"""

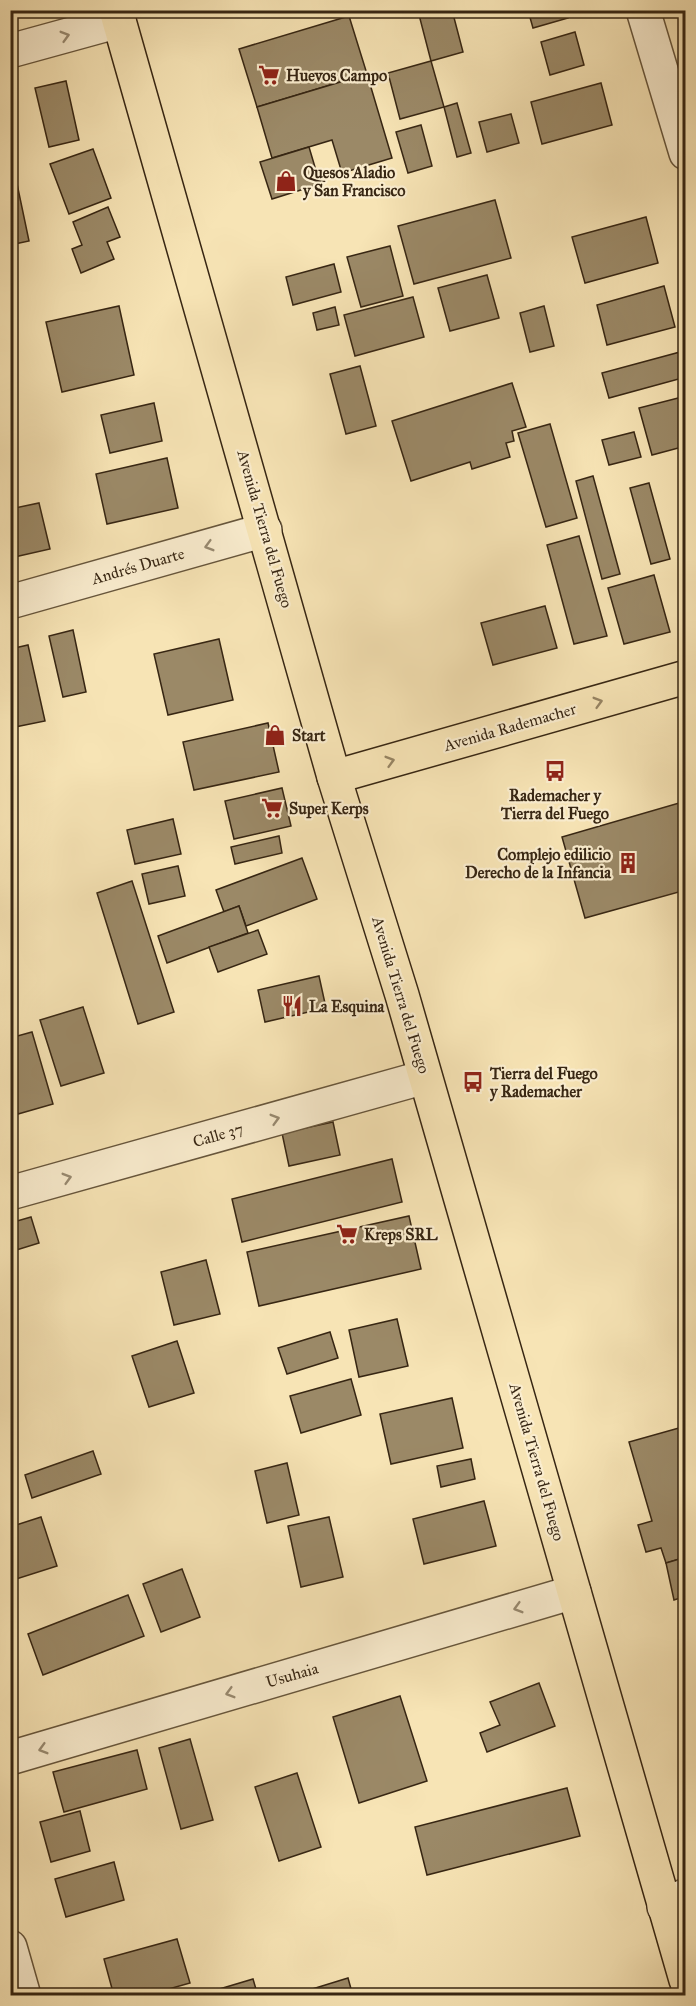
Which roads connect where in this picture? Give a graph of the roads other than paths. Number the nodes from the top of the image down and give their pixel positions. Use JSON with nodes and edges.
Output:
{"nodes":[{"id":1,"x":643,"y":10,"type":"edge"},
{"id":2,"x":117,"y":16,"type":"edge"},
{"id":3,"x":10,"y":51,"type":"edge"},
{"id":4,"x":686,"y":153,"type":"edge"},
{"id":5,"x":265,"y":530,"type":"junction"},
{"id":6,"x":10,"y":602,"type":"edge"},
{"id":7,"x":686,"y":677,"type":"edge"},
{"id":8,"x":334,"y":777,"type":"junction"},
{"id":9,"x":425,"y":1077,"type":"junction"},
{"id":10,"x":10,"y":1193,"type":"edge"},
{"id":11,"x":574,"y":1592,"type":"junction"},
{"id":12,"x":10,"y":1758,"type":"edge"},
{"id":13,"x":675,"y":1901,"type":"edge"},
{"id":14,"x":10,"y":1947,"type":"edge"},
{"id":15,"x":686,"y":1980,"type":"edge"},
{"id":16,"x":24,"y":1995,"type":"edge"}],
"edges":[{"from":1,"to":4,"type":"street"},
{"from":3,"to":2,"type":"street","one_way":true},
{"from":2,"to":5,"type":"main road","name":"Avenida Tierra del Fuego"},
{"from":5,"to":6,"type":"street","name":"Andrés Duarte","one_way":true},
{"from":5,"to":8,"type":"main road","name":"Avenida Tierra del Fuego"},
{"from":8,"to":7,"type":"main road","name":"Avenida Rademacher","one_way":true},
{"from":8,"to":9,"type":"main road","name":"Avenida Tierra del Fuego"},
{"from":10,"to":9,"type":"street","name":"Calle 37","one_way":true},
{"from":9,"to":11,"type":"main road","name":"Avenida Tierra del Fuego"},
{"from":11,"to":12,"type":"street","name":"Usuhaia","one_way":true},
{"from":11,"to":13,"type":"main road","name":"Avenida Tierra del Fuego"},
{"from":13,"to":15,"type":"main road","name":"Avenida Tierra del Fuego"},
{"from":14,"to":16,"type":"street"}]}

"""

* _About this task_: Say how many lines of the data hold the string "Avenida", with no other words in your reply.

* _Solution below_: 7